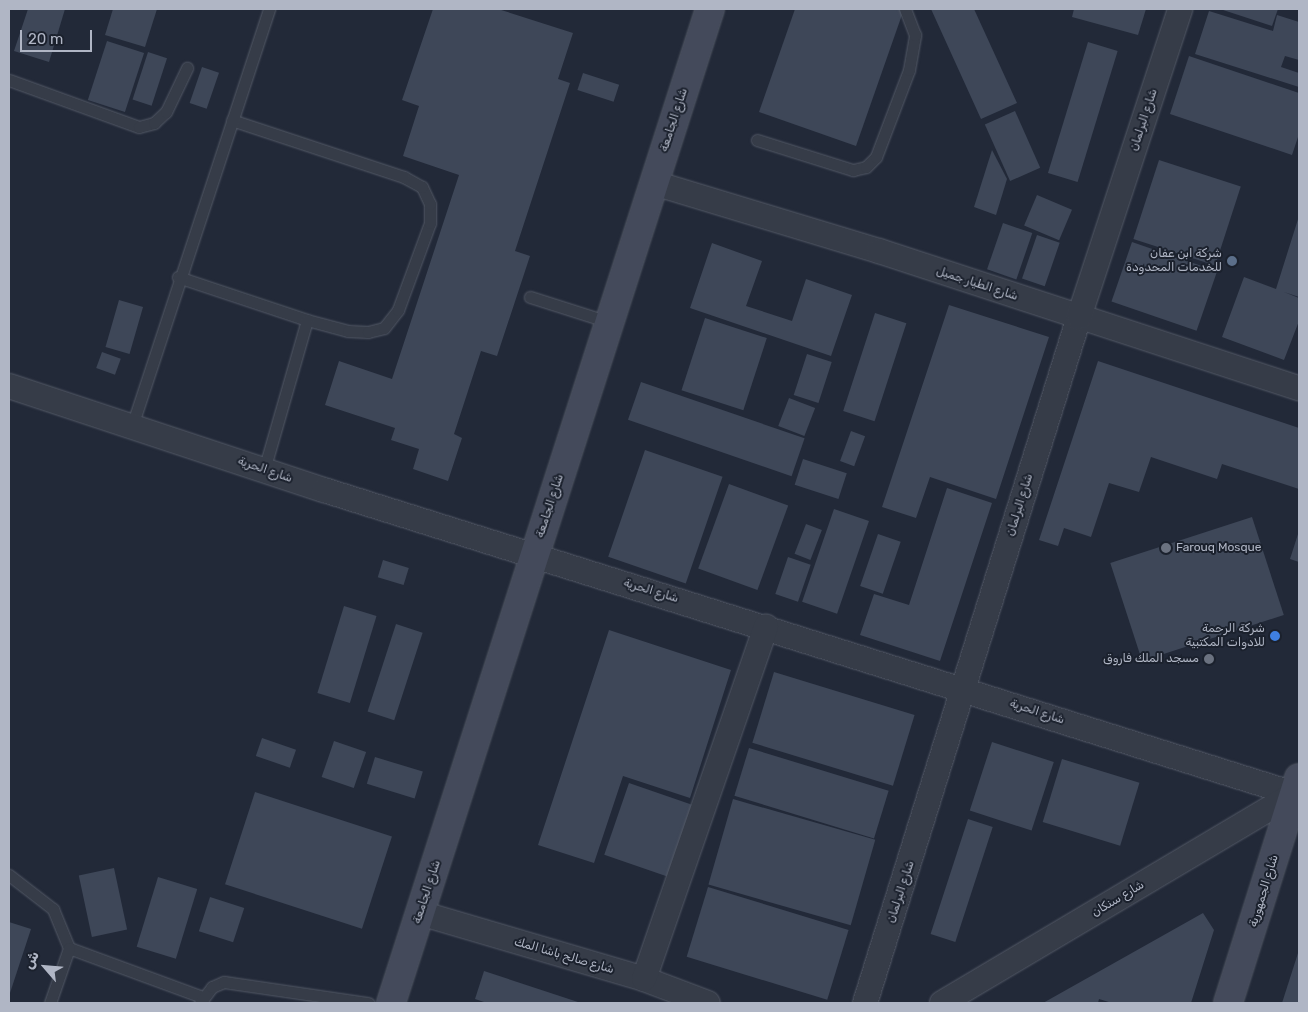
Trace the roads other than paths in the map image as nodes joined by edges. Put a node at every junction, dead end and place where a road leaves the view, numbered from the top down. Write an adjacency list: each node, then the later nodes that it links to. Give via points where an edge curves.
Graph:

· · · · · · ·

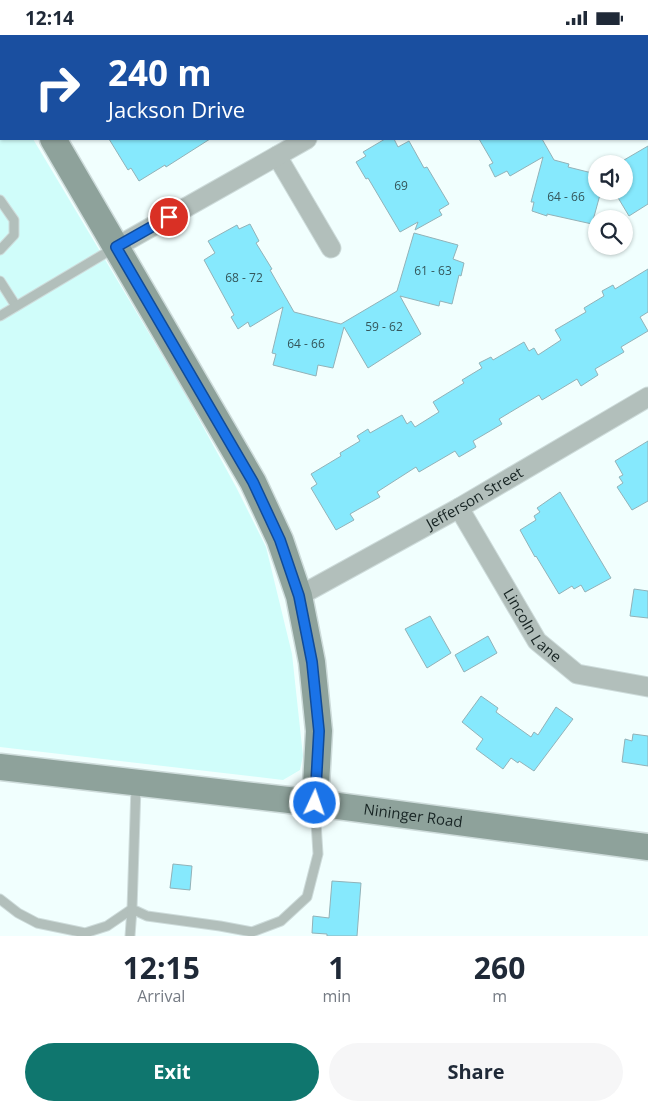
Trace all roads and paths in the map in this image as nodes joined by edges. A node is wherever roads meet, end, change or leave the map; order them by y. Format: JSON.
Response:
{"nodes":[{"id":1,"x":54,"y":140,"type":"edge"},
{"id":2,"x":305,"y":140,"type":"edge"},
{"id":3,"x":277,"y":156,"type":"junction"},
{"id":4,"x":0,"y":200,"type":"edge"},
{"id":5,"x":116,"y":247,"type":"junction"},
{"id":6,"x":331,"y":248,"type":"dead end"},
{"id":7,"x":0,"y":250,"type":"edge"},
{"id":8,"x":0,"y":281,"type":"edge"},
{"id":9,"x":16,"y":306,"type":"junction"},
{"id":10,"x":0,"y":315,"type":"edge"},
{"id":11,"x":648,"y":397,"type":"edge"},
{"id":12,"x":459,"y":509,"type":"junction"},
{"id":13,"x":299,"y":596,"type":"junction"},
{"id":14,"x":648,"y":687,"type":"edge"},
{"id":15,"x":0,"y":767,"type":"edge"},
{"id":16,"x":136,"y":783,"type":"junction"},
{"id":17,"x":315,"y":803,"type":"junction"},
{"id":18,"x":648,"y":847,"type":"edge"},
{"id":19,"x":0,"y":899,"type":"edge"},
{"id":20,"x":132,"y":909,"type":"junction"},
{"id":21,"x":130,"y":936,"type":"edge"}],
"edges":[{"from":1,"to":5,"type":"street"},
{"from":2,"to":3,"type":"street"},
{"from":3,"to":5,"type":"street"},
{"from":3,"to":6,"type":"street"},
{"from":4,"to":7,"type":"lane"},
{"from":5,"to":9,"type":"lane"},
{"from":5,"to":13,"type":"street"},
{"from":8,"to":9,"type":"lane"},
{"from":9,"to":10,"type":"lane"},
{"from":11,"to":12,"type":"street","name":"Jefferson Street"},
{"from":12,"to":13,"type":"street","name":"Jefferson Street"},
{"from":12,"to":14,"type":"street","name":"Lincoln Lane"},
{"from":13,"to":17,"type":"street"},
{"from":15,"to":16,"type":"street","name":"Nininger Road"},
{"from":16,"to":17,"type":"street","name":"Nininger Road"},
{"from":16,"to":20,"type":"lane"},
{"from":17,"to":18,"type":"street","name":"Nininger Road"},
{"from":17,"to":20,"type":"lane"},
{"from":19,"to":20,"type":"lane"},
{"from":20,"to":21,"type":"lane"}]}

· · · · · · ·

What to produce: Give only the number of lines in the data that hold the word "Trace".

Solution to the exercise: 2